ISSN 2658-1086
Wydanie bieżące

15 maja 10 (490) / 2024

Luiza Stachura,

CIERPIENIE I GODNOŚĆ CZŁOWIEKA (KENZABURO OE: 'ZAPISKI Z HIROSZIMY')

A A A
„Publikacja ta nie dopełnia jednak Hiroszimy, którą w sobie noszę. Można powiedzieć, że ledwie musnąłem jej powierzchnię. Hiroszima nigdy się nie kończy – chyba że ktoś zakryje na nią oczy, zatka sobie uszy i zaknebluje usta.” [Ōe 2024: 16]
Japoński pisarz i eseista, laureat literackiego Nobla w 1994 roku, Kenzaburō Ōe (大江 健三郎; 1935-2023), w Polsce znany z powieści „Futbol ery Man’en”, „Osobiste doświadczenie”, „Zerwać pąki, zabić dzieci” oraz opowiadań w antologiach japońskiej literatury, pierwszy raz pojechał do Hiroszimy w 1960 roku i wiedział, że musi tam wrócić. Trzy lata później, latem 1963 roku, udał się do pełnego blizn po zrzuceniu bomby atomowej miasta wraz z redaktorem Ryōsukem Yasuem. Była to wizyta w szczególnych okolicznościach życiowych obu mężczyzn – syn pisarza na skraju śmierci przebywał w inkubatorze, Yasue stracił pierworodną córkę, a przyjaciel ich obu powiesił się w Paryżu. Teksty, szkice, notatki eseistyczno-reportażowe, prywatne rozważania – zebrane w tomie „Zapiski z Hiroszimy” (ヒロシマ・ノート; 1965) – będące wynikiem tyleż tej i kolejnych peregrynacji do okaleczonej przestrzeni, ile spotkań z niezłomnymi ludźmi, których heroiczna postawa, poświęcenie, nieustanna walka o godność, o zauważanie cierpienia jednostek po ataku bronią jądrową, o pamięć i pomoc zdrowotną oraz socjalną dla hibakusha (被爆者; ofiar eksplozji), stały się dla Ōego probierzem i pilnikiem, jak sam to określa, jego własnej moralności. A także gorzką refleksją o bezczynności nie tylko Japończyków, ale i całego świata wobec ludzkiego cierpienia, przerażającej obojętności wobec prac nad bronią jądrową przez kolejne państwa.

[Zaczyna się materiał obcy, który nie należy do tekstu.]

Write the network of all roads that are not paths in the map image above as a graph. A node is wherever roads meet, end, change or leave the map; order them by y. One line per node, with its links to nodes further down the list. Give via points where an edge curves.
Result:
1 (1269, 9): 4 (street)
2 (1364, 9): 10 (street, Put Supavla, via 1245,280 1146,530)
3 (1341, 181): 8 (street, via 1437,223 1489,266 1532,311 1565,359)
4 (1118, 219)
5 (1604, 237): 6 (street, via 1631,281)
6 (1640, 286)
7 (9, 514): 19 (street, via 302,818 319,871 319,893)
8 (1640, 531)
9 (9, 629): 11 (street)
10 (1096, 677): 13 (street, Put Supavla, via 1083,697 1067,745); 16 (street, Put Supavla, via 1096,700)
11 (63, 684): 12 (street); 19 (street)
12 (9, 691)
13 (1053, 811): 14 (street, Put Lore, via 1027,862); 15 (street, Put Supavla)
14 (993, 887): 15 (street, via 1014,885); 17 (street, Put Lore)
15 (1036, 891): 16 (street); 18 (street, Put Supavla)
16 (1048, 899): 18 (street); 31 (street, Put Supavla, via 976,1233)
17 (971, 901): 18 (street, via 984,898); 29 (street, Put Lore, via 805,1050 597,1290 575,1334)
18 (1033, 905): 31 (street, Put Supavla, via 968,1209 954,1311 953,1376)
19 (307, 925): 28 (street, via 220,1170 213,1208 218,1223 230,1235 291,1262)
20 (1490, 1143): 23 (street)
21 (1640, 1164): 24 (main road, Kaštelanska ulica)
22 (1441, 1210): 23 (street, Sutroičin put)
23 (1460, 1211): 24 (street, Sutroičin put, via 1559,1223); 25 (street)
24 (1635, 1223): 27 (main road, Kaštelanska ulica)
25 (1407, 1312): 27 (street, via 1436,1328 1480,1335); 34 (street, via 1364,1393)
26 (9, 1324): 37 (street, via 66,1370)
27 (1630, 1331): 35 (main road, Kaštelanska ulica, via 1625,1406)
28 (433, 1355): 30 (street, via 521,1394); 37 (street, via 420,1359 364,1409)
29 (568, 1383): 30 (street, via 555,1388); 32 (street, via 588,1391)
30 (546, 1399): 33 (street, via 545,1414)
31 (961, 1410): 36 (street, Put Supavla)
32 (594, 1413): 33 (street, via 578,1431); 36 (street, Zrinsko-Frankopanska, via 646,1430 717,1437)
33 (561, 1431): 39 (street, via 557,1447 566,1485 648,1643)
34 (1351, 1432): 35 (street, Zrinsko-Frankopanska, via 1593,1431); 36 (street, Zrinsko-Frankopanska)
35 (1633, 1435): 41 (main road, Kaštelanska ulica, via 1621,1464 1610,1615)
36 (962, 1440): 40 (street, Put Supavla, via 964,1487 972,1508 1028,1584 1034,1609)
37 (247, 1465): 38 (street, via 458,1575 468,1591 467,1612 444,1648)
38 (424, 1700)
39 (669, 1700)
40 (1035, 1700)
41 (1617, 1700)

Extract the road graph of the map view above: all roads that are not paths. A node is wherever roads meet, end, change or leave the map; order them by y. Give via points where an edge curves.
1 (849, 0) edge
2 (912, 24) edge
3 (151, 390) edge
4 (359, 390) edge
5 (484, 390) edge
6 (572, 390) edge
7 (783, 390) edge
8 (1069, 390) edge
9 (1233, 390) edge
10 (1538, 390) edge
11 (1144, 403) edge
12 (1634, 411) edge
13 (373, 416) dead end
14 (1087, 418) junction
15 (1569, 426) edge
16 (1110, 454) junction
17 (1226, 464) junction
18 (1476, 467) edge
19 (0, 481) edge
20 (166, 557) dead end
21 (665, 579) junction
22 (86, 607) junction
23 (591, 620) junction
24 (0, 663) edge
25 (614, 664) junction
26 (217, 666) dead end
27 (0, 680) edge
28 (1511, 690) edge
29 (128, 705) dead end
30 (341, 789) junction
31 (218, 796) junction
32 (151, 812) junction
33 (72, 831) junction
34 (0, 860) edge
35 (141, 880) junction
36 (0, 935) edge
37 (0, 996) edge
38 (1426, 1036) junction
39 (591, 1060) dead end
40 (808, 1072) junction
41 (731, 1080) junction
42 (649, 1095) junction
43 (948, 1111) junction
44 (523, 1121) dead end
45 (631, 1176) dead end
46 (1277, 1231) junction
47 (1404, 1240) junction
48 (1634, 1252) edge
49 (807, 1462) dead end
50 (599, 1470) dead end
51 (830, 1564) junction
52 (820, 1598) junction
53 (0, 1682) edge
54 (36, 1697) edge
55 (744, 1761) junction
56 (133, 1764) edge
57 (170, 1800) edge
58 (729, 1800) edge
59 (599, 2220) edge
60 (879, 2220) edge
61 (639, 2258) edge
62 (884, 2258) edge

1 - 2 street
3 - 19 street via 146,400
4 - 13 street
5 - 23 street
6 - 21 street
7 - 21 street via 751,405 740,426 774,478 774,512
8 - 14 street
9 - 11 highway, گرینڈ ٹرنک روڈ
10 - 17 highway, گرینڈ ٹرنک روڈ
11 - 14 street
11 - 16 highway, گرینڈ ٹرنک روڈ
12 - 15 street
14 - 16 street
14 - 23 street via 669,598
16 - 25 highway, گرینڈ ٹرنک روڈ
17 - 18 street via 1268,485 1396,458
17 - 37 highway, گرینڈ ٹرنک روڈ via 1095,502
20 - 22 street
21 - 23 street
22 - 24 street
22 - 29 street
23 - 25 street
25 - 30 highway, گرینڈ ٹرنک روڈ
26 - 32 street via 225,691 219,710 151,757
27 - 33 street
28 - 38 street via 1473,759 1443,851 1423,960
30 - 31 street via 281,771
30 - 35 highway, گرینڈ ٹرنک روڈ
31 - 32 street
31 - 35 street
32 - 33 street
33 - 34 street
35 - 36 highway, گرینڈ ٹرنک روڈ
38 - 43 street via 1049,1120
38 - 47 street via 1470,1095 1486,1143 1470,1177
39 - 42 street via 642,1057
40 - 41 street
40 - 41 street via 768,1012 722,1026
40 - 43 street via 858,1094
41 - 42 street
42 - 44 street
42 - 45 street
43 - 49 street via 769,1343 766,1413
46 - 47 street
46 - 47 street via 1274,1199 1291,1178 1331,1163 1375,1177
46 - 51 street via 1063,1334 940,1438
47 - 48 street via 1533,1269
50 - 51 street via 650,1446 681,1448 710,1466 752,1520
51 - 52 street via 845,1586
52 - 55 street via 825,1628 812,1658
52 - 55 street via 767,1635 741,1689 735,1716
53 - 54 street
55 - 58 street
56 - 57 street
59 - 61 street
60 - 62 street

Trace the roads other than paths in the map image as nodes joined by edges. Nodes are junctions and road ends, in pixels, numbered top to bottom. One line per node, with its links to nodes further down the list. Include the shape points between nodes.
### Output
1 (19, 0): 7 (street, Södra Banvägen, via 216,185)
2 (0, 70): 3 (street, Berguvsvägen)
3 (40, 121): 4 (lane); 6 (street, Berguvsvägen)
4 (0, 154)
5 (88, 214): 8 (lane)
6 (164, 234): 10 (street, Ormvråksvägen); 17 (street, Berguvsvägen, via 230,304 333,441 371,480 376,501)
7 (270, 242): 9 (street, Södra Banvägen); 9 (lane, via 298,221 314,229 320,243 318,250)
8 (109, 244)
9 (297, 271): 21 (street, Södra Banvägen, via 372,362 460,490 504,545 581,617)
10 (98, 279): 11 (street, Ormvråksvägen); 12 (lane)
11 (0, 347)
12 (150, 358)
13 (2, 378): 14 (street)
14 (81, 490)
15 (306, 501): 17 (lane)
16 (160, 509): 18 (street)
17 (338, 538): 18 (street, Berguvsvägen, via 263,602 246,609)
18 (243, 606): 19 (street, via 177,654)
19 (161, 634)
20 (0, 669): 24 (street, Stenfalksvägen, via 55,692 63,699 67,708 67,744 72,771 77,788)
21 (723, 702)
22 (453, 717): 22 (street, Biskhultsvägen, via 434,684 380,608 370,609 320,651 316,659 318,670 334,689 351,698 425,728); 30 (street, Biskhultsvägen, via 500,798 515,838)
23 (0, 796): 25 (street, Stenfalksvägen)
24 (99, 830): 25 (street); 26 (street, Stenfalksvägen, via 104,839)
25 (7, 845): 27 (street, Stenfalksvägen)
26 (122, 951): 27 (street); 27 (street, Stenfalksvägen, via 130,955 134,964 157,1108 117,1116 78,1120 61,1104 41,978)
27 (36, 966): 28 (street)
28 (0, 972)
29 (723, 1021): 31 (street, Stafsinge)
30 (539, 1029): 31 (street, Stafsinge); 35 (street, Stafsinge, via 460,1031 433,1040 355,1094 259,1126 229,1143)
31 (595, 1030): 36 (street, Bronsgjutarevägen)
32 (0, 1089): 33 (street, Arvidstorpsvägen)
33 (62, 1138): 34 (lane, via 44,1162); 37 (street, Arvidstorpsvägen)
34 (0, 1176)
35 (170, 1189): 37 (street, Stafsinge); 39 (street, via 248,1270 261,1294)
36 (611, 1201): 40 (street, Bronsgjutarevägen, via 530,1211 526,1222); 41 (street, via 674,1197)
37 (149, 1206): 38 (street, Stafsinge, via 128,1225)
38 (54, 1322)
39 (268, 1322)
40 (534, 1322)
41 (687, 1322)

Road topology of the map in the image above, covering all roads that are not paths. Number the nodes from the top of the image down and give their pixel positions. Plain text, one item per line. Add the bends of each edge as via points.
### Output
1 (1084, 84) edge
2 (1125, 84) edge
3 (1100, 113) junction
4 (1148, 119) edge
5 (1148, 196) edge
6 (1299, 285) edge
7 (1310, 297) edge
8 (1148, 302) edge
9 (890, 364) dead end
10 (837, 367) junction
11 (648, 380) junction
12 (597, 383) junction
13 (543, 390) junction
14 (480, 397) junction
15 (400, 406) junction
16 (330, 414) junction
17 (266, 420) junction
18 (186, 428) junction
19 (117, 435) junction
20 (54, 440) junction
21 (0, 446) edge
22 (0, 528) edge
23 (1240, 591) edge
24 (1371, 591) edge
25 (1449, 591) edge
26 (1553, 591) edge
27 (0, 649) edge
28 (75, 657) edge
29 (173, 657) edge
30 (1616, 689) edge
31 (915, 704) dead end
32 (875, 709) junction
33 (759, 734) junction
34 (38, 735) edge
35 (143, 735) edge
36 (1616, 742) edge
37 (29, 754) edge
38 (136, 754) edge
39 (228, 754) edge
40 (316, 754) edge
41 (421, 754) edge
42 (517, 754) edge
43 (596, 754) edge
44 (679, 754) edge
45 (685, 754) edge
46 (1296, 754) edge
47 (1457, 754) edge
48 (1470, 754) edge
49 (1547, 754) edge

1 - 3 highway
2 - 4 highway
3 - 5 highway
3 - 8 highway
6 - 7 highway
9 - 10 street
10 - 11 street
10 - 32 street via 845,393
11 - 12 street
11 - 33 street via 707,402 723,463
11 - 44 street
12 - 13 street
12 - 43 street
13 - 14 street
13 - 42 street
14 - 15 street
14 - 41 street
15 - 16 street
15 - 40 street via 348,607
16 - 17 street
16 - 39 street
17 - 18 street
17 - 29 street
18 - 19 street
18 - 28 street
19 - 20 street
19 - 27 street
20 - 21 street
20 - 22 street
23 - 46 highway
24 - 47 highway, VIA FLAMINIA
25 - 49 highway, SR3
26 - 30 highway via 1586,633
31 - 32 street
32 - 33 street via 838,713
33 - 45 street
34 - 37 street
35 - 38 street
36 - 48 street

Ofiary ataków bombowych są wyrzutem sumienia, który większość świata chce zagłuszyć i o którym chce zapomnieć. Przerzucanie się sloganami, hasłami, puste, teatralne gesty, perfidna zdrada ofiar poprzez dekadę milczenia w sprawie hibakusha czy odznaczanie japońskimi orderami amerykańskich decydentów w sprawie zrzucenia bomb atomowych, polityczne przepychanki, tabuizacja syndromu atomowego, tuszowanie autentycznych przyczyn wzrostu chorób takich jak białaczka w wyniku choroby popromiennej, powszechny ostracyzm wobec osób oszpeconych keloidami i ludzi, którzy przeżyli wybuch, ale ich geny mogły ulec degeneracji, wyścig zbrojeń i prace nad budową oraz doskonaleniem broni jądrowej, chorobliwa ekscytacja niszczycielskimi możliwościami bomb atomowej i wodorowej są dominującymi narracjami, spychającymi na margines to, co najważniejsze, czyli cierpienie człowieka. O tym wymiarze – ludzkim, jednostkowym – pisze w kolejnych szkicach japoński pisarz.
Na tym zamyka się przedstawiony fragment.